Make an exact copy of the records, leaving out the images.

────────

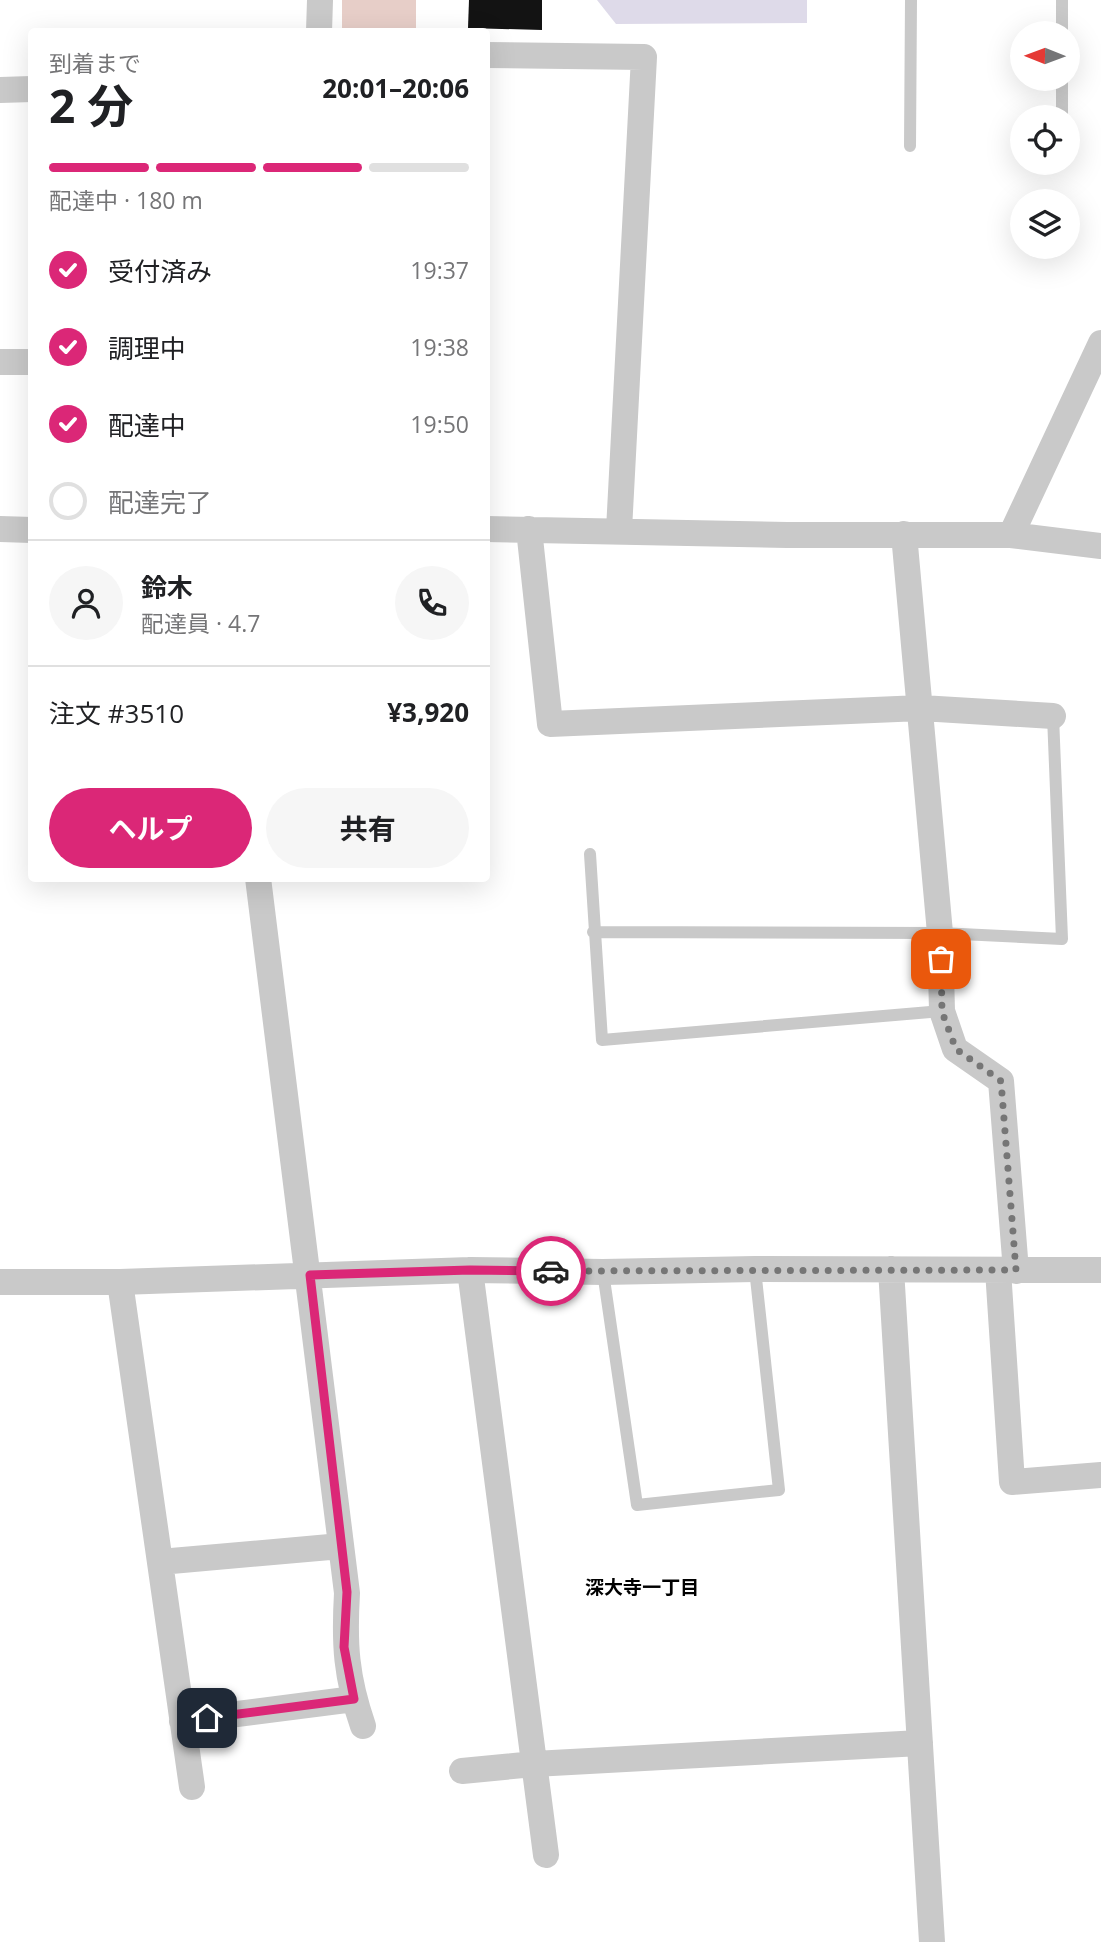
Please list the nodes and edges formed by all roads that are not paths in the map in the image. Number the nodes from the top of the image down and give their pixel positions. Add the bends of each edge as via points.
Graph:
1 (320, 0) edge
2 (911, 0) edge
3 (1062, 0) edge
4 (1062, 21) edge
5 (320, 28) edge
6 (490, 55) edge
7 (28, 89) edge
8 (0, 90) edge
9 (910, 146) dead end
10 (1101, 343) edge
11 (0, 362) edge
12 (28, 362) edge
13 (0, 529) edge
14 (490, 529) edge
15 (529, 529) junction
16 (28, 530) edge
17 (619, 530) junction
18 (904, 534) junction
19 (1011, 536) junction
20 (1101, 546) edge
21 (920, 708) junction
22 (1053, 716) joint
23 (590, 854) dead end
24 (259, 882) edge
25 (593, 932) junction
26 (940, 933) junction
27 (942, 1012) junction
28 (755, 1269) junction
29 (891, 1269) junction
30 (470, 1270) junction
31 (1007, 1270) junction
32 (1101, 1270) edge
33 (603, 1272) junction
34 (310, 1275) junction
35 (0, 1282) edge
36 (120, 1282) junction
37 (1101, 1475) edge
38 (341, 1546) junction
39 (160, 1562) junction
40 (354, 1699) junction
41 (182, 1721) junction
42 (363, 1726) dead end
43 (920, 1743) junction
44 (534, 1764) junction
45 (462, 1772) dead end
46 (192, 1787) dead end
47 (546, 1855) dead end
48 (932, 1942) edge

1 - 5 street
2 - 9 lane
3 - 4 lane
6 - 17 street via 644,57
7 - 8 street
10 - 19 street
11 - 12 street
13 - 16 street
14 - 15 street
15 - 17 street
15 - 21 street via 550,724
17 - 18 street
18 - 19 street
18 - 21 street
19 - 20 street
21 - 22 street
21 - 26 street
22 - 26 lane via 1062,939
23 - 25 lane
24 - 34 street
25 - 26 lane
25 - 27 lane via 602,1040
26 - 27 street
27 - 31 street via 956,1049 1001,1081
28 - 29 street
28 - 33 street
28 - 33 lane via 779,1490 637,1505
29 - 31 street
29 - 43 street
30 - 33 street
30 - 34 street
30 - 44 street
31 - 32 street
31 - 37 street via 1012,1482
34 - 36 street
34 - 38 street
35 - 36 street
36 - 39 street
38 - 39 street
38 - 40 street via 347,1592 344,1647
39 - 41 street
40 - 41 street
40 - 42 street
41 - 46 street
43 - 44 street
43 - 48 street
44 - 45 street
44 - 47 street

────────

◆ Response
Please list the nodes and edges formed by all roads that are not paths in the map in the image. Number the nodes from the top of the image down and give their pixel positions. Add the bends of each edge as via points.
Graph:
1 (320, 0) edge
2 (911, 0) edge
3 (1062, 0) edge
4 (1062, 21) edge
5 (320, 28) edge
6 (490, 55) edge
7 (28, 89) edge
8 (0, 90) edge
9 (910, 146) dead end
10 (1101, 343) edge
11 (0, 362) edge
12 (28, 362) edge
13 (0, 529) edge
14 (490, 529) edge
15 (529, 529) junction
16 (28, 530) edge
17 (619, 530) junction
18 (904, 534) junction
19 (1011, 536) junction
20 (1101, 546) edge
21 (920, 708) junction
22 (1053, 716) joint
23 (590, 854) dead end
24 (259, 882) edge
25 (593, 932) junction
26 (940, 933) junction
27 (942, 1012) junction
28 (755, 1269) junction
29 (891, 1269) junction
30 (470, 1270) junction
31 (1007, 1270) junction
32 (1101, 1270) edge
33 (603, 1272) junction
34 (310, 1275) junction
35 (0, 1282) edge
36 (120, 1282) junction
37 (1101, 1475) edge
38 (341, 1546) junction
39 (160, 1562) junction
40 (354, 1699) junction
41 (182, 1721) junction
42 (363, 1726) dead end
43 (920, 1743) junction
44 (534, 1764) junction
45 (462, 1772) dead end
46 (192, 1787) dead end
47 (546, 1855) dead end
48 (932, 1942) edge

1 - 5 street
2 - 9 lane
3 - 4 lane
6 - 17 street via 644,57
7 - 8 street
10 - 19 street
11 - 12 street
13 - 16 street
14 - 15 street
15 - 17 street
15 - 21 street via 550,724
17 - 18 street
18 - 19 street
18 - 21 street
19 - 20 street
21 - 22 street
21 - 26 street
22 - 26 lane via 1062,939
23 - 25 lane
24 - 34 street
25 - 26 lane
25 - 27 lane via 602,1040
26 - 27 street
27 - 31 street via 956,1049 1001,1081
28 - 29 street
28 - 33 street
28 - 33 lane via 779,1490 637,1505
29 - 31 street
29 - 43 street
30 - 33 street
30 - 34 street
30 - 44 street
31 - 32 street
31 - 37 street via 1012,1482
34 - 36 street
34 - 38 street
35 - 36 street
36 - 39 street
38 - 39 street
38 - 40 street via 347,1592 344,1647
39 - 41 street
40 - 41 street
40 - 42 street
41 - 46 street
43 - 44 street
43 - 48 street
44 - 45 street
44 - 47 street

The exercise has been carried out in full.